Philippe Codognet received a Ph.D. in Computer Science from University of Bordeaux-I (France) in 1989. He worked at the central research laboratory of Thomson-CSF (now Thales) in Orsay (France) and then joined INRIA, the French National Research Center in Computer Science, with a sabbatical leave in 1997/8 at Sony Computer Science Laboratory in Paris. Since 1998, he has been professor of Computer Science at University Pierre & Marie Curie in Paris (now Sorbonne University). In 2003, he moved to Japan and worked as attaché for science and technology at the French Embassy in Japan (Tokyo). Then, on leave at CNRS (French National Center for Scientific Research), he created and directed a joint Japanese-French Laboratory in Computer Science regrouping CNRS, Sorbonne University, University of Tokyo, Keio University and the National Institute of Informatics (Japan). This laboratory became a CNRS International Research Laboratory (IRL) in January 2012. He then worked as Director of the CNRS Office in Tokyo and as attaché for science and university cooperation at the French Embassy in Singapore. He is back in Japan since September 2019 as director of the JFLI (Japanese-French Laboratory for Informatics), and an invited professor at University of Tokyo. His main research topics are in the domain of artificial intelligence and focus on combinatorial optimization and constraint programming, high-level programming languages, logic, parallel computing and computer-based music. His current interest lies in Quantum Computing, in particular in quantum annealing for constrained optimization problems. He has over 120 publications in international conferences and journals.

Seminar 2 (3pm to 4pm)
Abstract :
The local optima problem is one of the biggest obstacles in compact genetic algorithms since each bit in the problem encoding string is independent of the others. We propose a quantum-assisted compact genetic algorithm that uses a quantum amplitude amplification technique in the selection process to circumvent the said problem. In addition to using elitism mechanics where a single best candidate solution is kept driving the probability vector, the amplitude amplification subroutine also acts as a mutation operator which, with high probability, enforces the constraint that the newly generated candidate is a feasible solution. We demonstrate this idea by applying the algorithm to the traveling salesman problem of size 3 and 4 cities on IBM Qiskit simulator to show how one would construct the quantum circuit and how to encode the optimization problem into quantum states via Ising spin model encoding. We then show space and time complexity analysis based on the quantum circuit model. Finally, we discuss the number of qubits required for encoding, gate counts in the circuit model, and the practicality of applying this to a small-scale device in the future.

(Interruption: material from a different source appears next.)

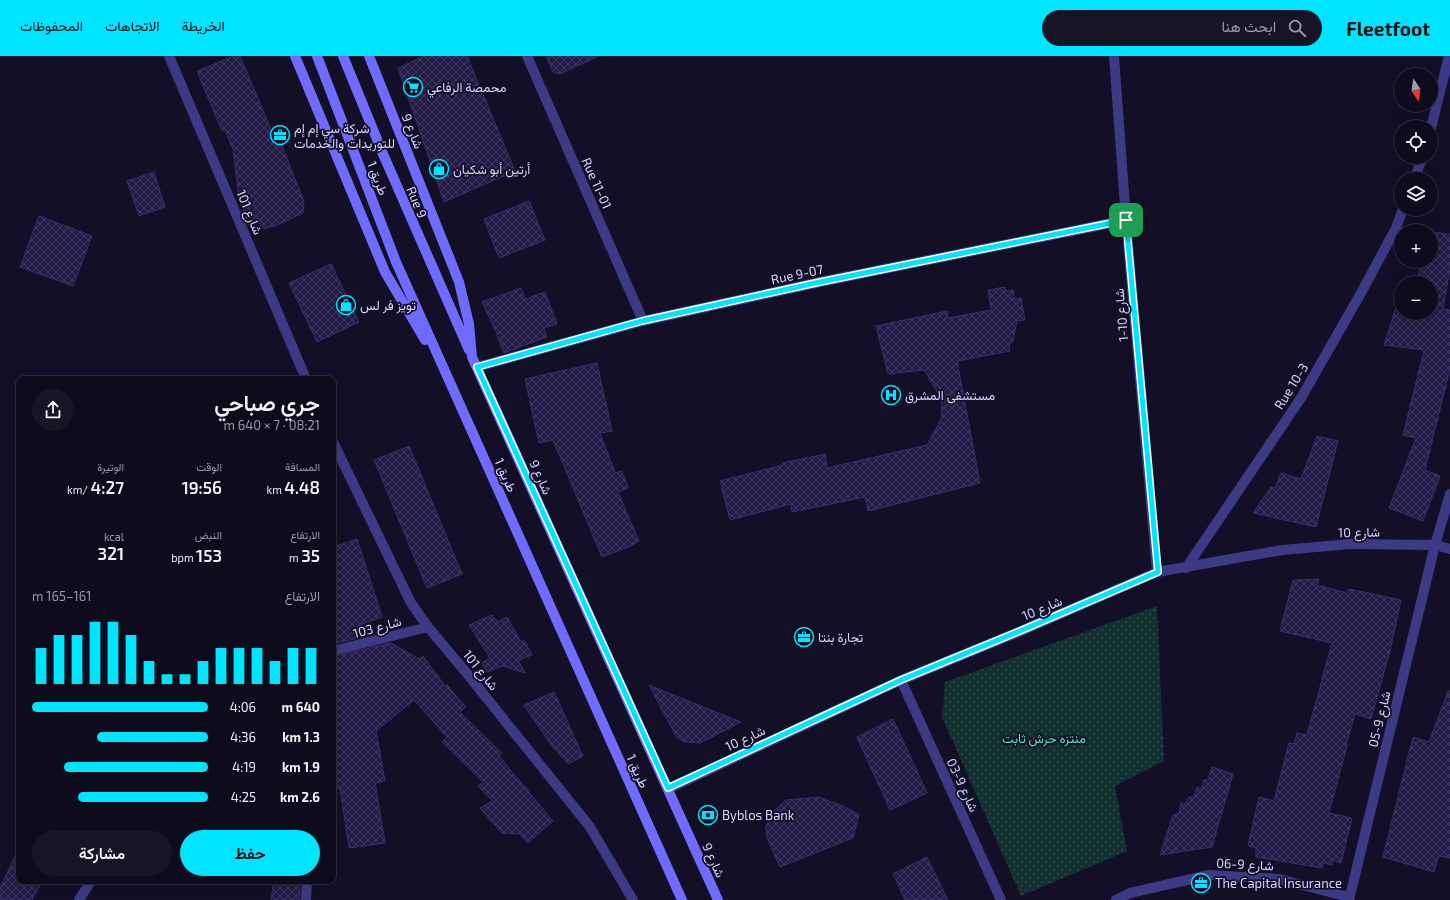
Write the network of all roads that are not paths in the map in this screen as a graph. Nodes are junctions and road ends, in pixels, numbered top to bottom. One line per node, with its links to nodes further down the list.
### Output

Prabhas Chongstitvatana is a professor in the department of computer engineering, Chulalongkorn University. He earned B.Eng. in Electrical Engineering from Kasetsart University, Thailand in 1980 and Ph.D. from the department of artificial intelligence, Edinburgh University, U.K. in 1992. His research involves robotics, evolutionary computation, computer architecture, bioinformatics and quantum computing. He is a lifetime member of Thailand Engineering Institute, senior member of Thai Academy of Science and Technology, senior adviser of Thai Robotics Society, founding member of Thai Embedded System Association and IEEE Robotics and Automation Society. He was the president of ECTI Association of Thailand 2012-2013. He has been awarded "National Distinguished Researcher" by National Research Council of Thailand in 2009. His current interest is in building Quantum computer.

Kamonluk Suksen received her bachelor’s degree, Master’s Degree, and Ph. D. in Computer Engineering from Chulalongkorn University in 2013, 2014, and 2022, respectively. After graduation, she had been employed in the position of Head of Software & Information Technology by Yannix Co., Ltd. until 2020. Currently, she is pursuing a lecturer in Computer Engineering at Chulalongkorn University. Her research is heavily focused on quantum computing and quantum algorithms for optimization problems.